The Complete Cups to Grams Conversion Guide
If you've ever tried to follow a recipe from a different country, you've probably run into the cups vs. grams problem. American recipes measure ingredients by volume (cups), while most of the world — and nearly all professional bakers — use weight in grams. The difference matters more than you'd think.
Why Cups Aren't Always Accurate
A cup of flour can weigh anywhere from 120g to 160g depending on how you scoop it. Pack it tightly and you'll use too much. Spoon it gently and you might use too little. Grams eliminate that variability completely — 120g of flour is always 120g, no matter who's measuring.
This is why professional bakers almost always weigh their ingredients. It's not just precision — it's consistency. Every loaf, every cake, every cookie comes out the same.
Cups to Grams: Full Reference Chart
| Ingredient | 1 Cup | ½ Cup | ¼ Cup |
|---|---|---|---|
| All-Purpose Flour | 120g | 60g | 30g |
| Bread Flour | 127g | 64g | 32g |
| Cake Flour | 100g | 50g | 25g |
| Whole Wheat Flour | 130g | 65g | 33g |
| Almond Flour | 96g | 48g | 24g |
| Granulated Sugar | 200g | 100g | 50g |
| Brown Sugar (packed) | 220g | 110g | 55g |
| Powdered Sugar | 120g | 60g | 30g |
| Butter | 227g | 114g | 57g |
| Honey | 340g | 170g | 85g |
| Cocoa Powder | 85g | 43g | 21g |
| Rolled Oats | 90g | 45g | 23g |
| Milk | 244g | 122g | 61g |
| Chocolate Chips | 168g | 84g | 42g |
| Rice (uncooked) | 185g | 93g | 46g |
| Cream Cheese | 225g | 113g | 56g |
How to Measure Flour Correctly in Cups
If you must use cups for flour, the correct method is the "spoon and level" technique: spoon the flour into the measuring cup, then level off the top with a straight edge. Never scoop directly from the bag — that compacts the flour and can add up to 30% more than the recipe intends.
For sugar, the same rule applies for powdered sugar. Granulated and brown sugar can be scooped directly — they don't compact in the same way. Brown sugar should be packed firmly into the cup so it holds its shape when turned out.
The Easiest Solution: Use a Kitchen Scale
A digital kitchen scale costs less than $15 and completely eliminates measurement guesswork.
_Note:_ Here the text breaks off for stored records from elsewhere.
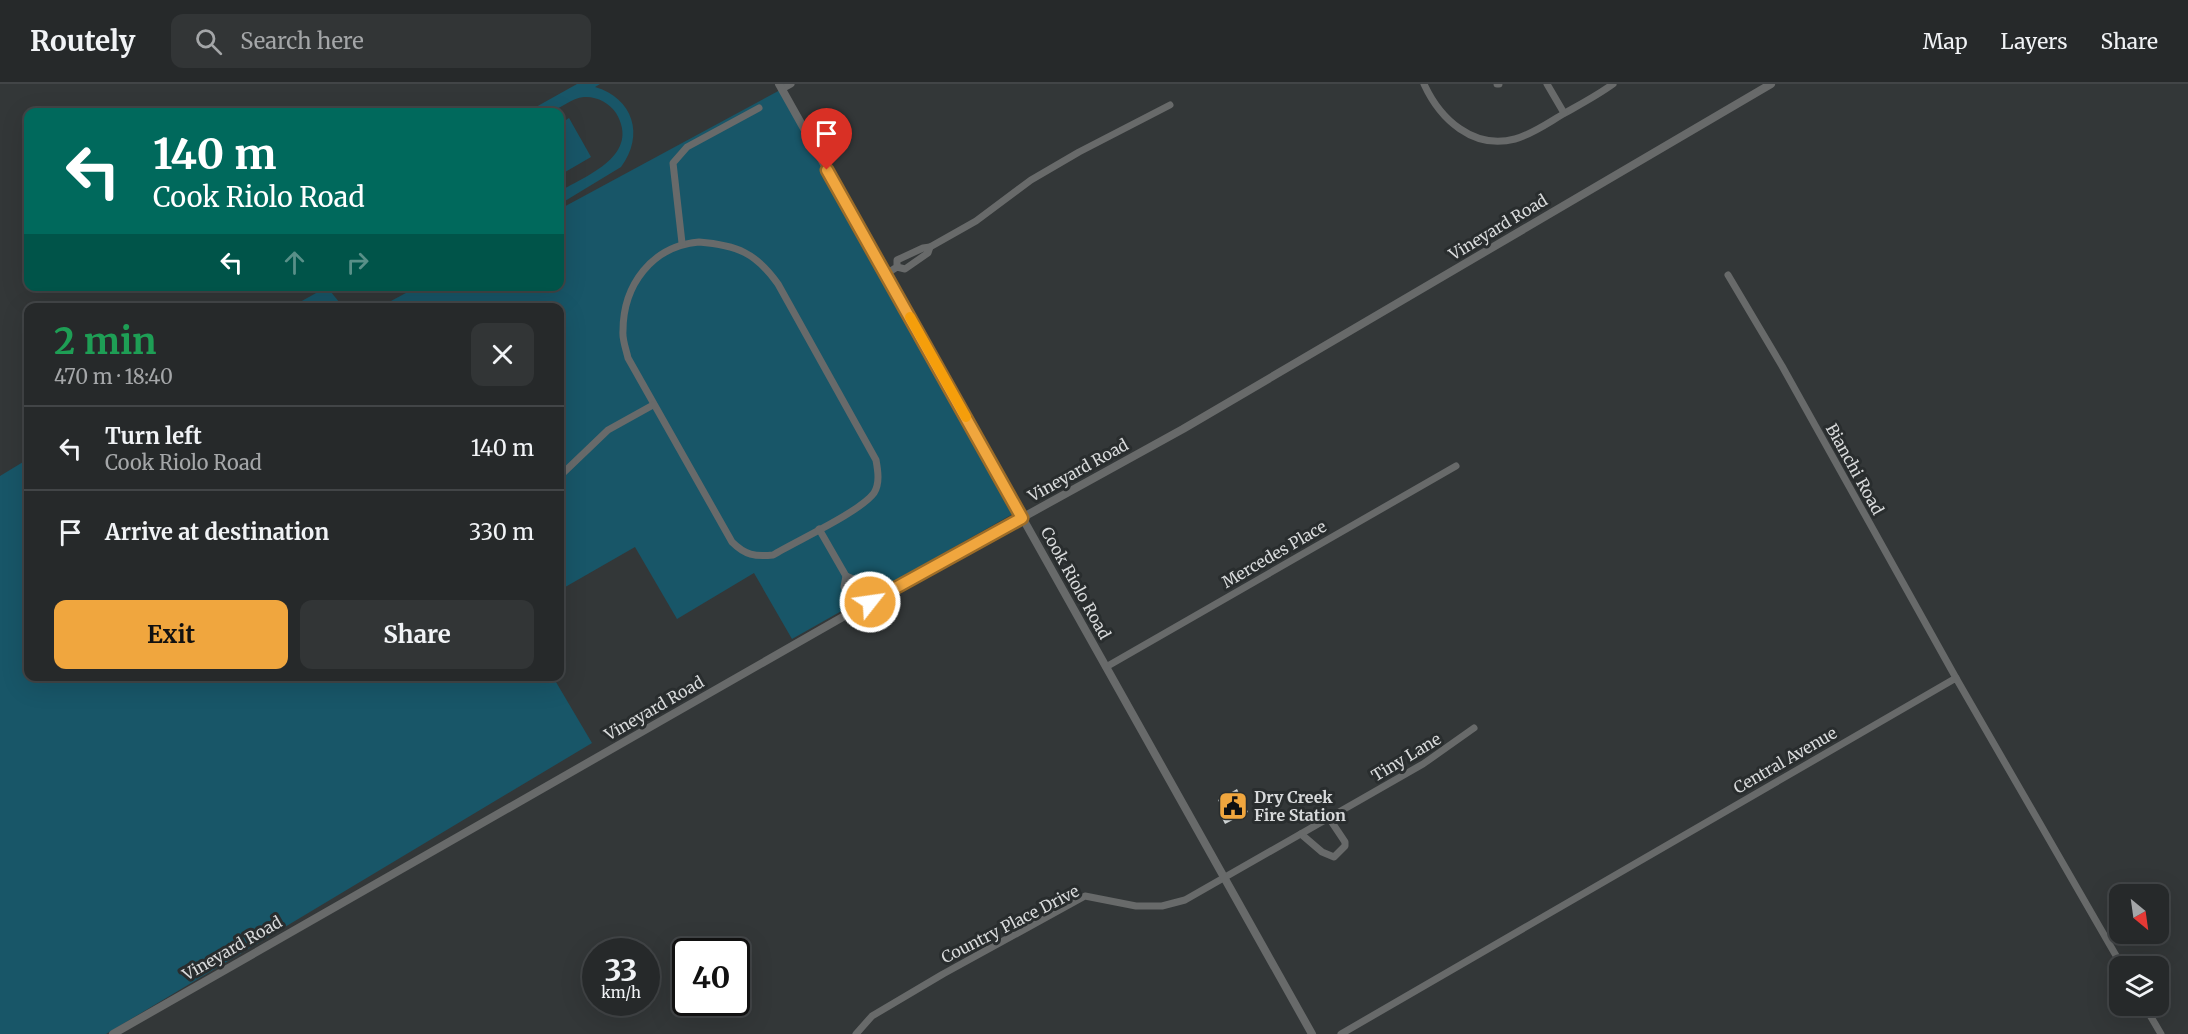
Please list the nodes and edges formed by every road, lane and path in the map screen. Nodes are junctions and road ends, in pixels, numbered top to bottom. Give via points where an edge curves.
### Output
1 (791, 84) edge
2 (1424, 84) edge
3 (1547, 84) edge
4 (1613, 84) edge
5 (1771, 84) edge
6 (780, 87) edge
7 (1170, 105) dead end
8 (759, 108) dead end
9 (1564, 113) junction
10 (682, 243) junction
11 (930, 247) junction
12 (911, 253) junction
13 (916, 261) junction
14 (897, 267) junction
15 (886, 273) junction
16 (1728, 275) dead end
17 (653, 405) junction
18 (1456, 466) dead end
19 (564, 473) edge
20 (1022, 518) junction
21 (819, 529) junction
22 (846, 576) junction
23 (860, 602) junction
24 (1106, 667) junction
25 (1956, 678) junction
26 (1474, 728) dead end
27 (1329, 818) junction
28 (1301, 834) junction
29 (1224, 878) junction
30 (2116, 956) edge
31 (2150, 1016) edge
32 (112, 1034) edge
33 (856, 1034) edge
34 (1312, 1034) edge
35 (1341, 1034) edge
36 (2161, 1034) edge

1 - 6 street
2 - 9 street via 1446,119 1460,130 1482,138 1514,139
3 - 9 street
4 - 9 street
5 - 20 street, Vineyard Road via 1342,337
6 - 15 street, Cook Riolo Road
7 - 11 street via 1031,180 976,221
8 - 10 street via 687,147 673,163
10 - 17 street via 654,259 636,279 626,303 622,333 628,358
10 - 21 street via 723,244 747,252 766,267 876,460 876,491 863,505
11 - 12 street
11 - 13 street via 928,254
12 - 13 street
12 - 14 street via 897,260
13 - 14 street via 905,269
14 - 15 street
15 - 20 street, Cook Riolo Road
16 - 25 street, Bianchi Road
17 - 19 street via 608,430
17 - 21 street via 732,542 743,552 757,557 773,555
18 - 24 street, Mercedes Place
20 - 23 street, Vineyard Road
20 - 24 street, Cook Riolo Road
21 - 22 street
22 - 23 street via 856,580
22 - 23 street via 844,587 850,598
23 - 32 street, Vineyard Road
24 - 29 street, Cook Riolo Road
25 - 30 street
25 - 35 street, Central Avenue
26 - 27 street, Tiny Lane via 1423,764
27 - 28 street, Tiny Lane
27 - 28 street via 1345,842 1334,857
28 - 29 street, Tiny Lane
29 - 33 street, Country Place Drive via 1185,900 1162,906 1136,906 1085,896 872,1016
29 - 34 street, Cook Riolo Road
31 - 36 street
If you bake regularly, it's one of the best investments you can make. Most scales measure in both grams and ounces, and switching between them takes one button press.
The process is simple: put your bowl on the scale, press tare to zero it out, then add each ingredient directly into the bowl. Press tare after each addition. No measuring cups to wash, no residue stuck to spoons, no second-guessing.
Converting Fractional Cup Amounts
Most recipes don't use exactly one cup of everything. Here's how to work with fractions: divide the 1-cup gram weight by the fraction. For ⅓ cup of all-purpose flour: 120g ÷ 3 = 40g. For ¾ cup of granulated sugar: 200g × 0.75 = 150g. Or just use our calculator below — it does the math instantly.
Use Our Free Converter
Need a quick conversion? Our Cups to Grams Calculator covers 40+ ingredients and gives you instant results. No math needed.
Frequently Asked Questions
How many grams is 1 cup of flour?
1 cup of all-purpose flour is 120 grams using the spoon-and-level method. If you scoop directly from the bag, it can be 140–160g due to compaction. Bread flour is slightly heavier at 127g per cup; cake flour is lighter at 100g per cup.
How many grams is 1 cup of sugar?
1 cup of granulated white sugar is 200 grams. Brown sugar (packed) is 220g per cup. Powdered (confectioners') sugar is about 120g per cup because it's much lighter and finer.
Why do different sources show different gram weights for the same ingredient?
Because measuring by volume is inherently inconsistent. Different brands of flour have slightly different densities. How tightly or loosely the ingredient is packed also changes the weight significantly. Professional recipe developers specify grams precisely because of this variation.
Can I convert any ingredient from cups to grams?
Yes, but every ingredient has a different weight per cup — you can't use a single conversion factor. Water weighs 237g per cup; flour weighs 120g; honey weighs 340g. Always look up the specific ingredient, or use a calculator that accounts for ingredient density.